# [Dataset entries]

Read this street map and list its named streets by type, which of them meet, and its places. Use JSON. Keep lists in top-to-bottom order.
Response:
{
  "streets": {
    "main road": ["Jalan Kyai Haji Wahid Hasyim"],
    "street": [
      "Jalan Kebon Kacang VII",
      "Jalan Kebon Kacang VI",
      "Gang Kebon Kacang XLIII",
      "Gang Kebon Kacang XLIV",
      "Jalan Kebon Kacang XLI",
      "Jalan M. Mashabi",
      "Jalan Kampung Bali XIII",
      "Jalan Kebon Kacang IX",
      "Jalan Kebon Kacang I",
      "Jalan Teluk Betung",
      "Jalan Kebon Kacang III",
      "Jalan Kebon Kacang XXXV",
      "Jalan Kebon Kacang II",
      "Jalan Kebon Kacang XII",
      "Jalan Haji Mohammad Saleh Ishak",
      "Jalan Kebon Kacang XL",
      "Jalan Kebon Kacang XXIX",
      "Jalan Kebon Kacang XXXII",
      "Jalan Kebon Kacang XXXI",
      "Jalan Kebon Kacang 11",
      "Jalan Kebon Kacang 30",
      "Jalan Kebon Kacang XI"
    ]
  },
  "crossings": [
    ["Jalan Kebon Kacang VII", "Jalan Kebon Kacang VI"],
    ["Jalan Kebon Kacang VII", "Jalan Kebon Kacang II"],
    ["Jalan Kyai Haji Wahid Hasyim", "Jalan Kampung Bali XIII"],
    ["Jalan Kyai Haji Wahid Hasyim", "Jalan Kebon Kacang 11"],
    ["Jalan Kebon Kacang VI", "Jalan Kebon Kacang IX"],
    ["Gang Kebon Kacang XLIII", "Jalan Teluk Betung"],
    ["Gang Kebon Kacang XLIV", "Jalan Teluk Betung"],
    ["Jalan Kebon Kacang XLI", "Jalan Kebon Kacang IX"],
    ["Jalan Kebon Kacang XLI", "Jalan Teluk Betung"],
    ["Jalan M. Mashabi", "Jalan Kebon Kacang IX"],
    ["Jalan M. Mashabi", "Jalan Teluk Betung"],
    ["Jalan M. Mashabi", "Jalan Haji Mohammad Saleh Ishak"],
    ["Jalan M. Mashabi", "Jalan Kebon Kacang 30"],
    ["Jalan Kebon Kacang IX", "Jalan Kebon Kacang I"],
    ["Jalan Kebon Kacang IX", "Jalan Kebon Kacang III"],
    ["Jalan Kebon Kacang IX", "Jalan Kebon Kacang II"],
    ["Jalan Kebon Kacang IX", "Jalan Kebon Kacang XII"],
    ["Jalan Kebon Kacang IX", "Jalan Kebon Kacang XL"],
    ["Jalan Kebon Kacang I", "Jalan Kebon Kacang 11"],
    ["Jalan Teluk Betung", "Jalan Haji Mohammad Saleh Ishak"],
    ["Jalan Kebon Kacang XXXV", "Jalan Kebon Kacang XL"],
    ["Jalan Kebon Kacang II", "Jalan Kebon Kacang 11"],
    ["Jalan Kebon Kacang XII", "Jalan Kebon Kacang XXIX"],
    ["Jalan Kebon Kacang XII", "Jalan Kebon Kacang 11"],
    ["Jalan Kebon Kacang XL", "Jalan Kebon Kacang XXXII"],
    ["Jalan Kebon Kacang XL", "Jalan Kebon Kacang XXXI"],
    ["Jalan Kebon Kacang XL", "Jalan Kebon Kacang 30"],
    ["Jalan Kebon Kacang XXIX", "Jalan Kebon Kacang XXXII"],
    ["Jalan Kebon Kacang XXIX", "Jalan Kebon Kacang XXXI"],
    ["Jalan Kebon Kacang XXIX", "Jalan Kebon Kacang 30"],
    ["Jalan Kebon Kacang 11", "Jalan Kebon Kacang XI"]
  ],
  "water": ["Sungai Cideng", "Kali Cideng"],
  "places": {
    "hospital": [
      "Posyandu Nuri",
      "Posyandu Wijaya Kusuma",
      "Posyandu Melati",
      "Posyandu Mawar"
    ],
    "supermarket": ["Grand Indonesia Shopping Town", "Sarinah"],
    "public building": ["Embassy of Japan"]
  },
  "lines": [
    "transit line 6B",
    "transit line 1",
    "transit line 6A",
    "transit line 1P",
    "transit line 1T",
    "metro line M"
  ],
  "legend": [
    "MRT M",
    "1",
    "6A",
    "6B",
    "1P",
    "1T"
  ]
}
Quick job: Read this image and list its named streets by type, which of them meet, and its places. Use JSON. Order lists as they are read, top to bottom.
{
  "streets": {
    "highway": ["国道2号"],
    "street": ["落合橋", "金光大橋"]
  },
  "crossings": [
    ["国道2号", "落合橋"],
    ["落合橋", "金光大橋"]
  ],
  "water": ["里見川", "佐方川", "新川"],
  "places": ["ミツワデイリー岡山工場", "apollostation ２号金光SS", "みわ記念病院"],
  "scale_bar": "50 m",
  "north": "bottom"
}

# [Exercise instructions]
Every line above that holds the word "Mohammad" needs to be copied.

# [Your response]
      "Jalan Haji Mohammad Saleh Ishak",
    ["Jalan M. Mashabi", "Jalan Haji Mohammad Saleh Ishak"],
    ["Jalan Teluk Betung", "Jalan Haji Mohammad Saleh Ishak"],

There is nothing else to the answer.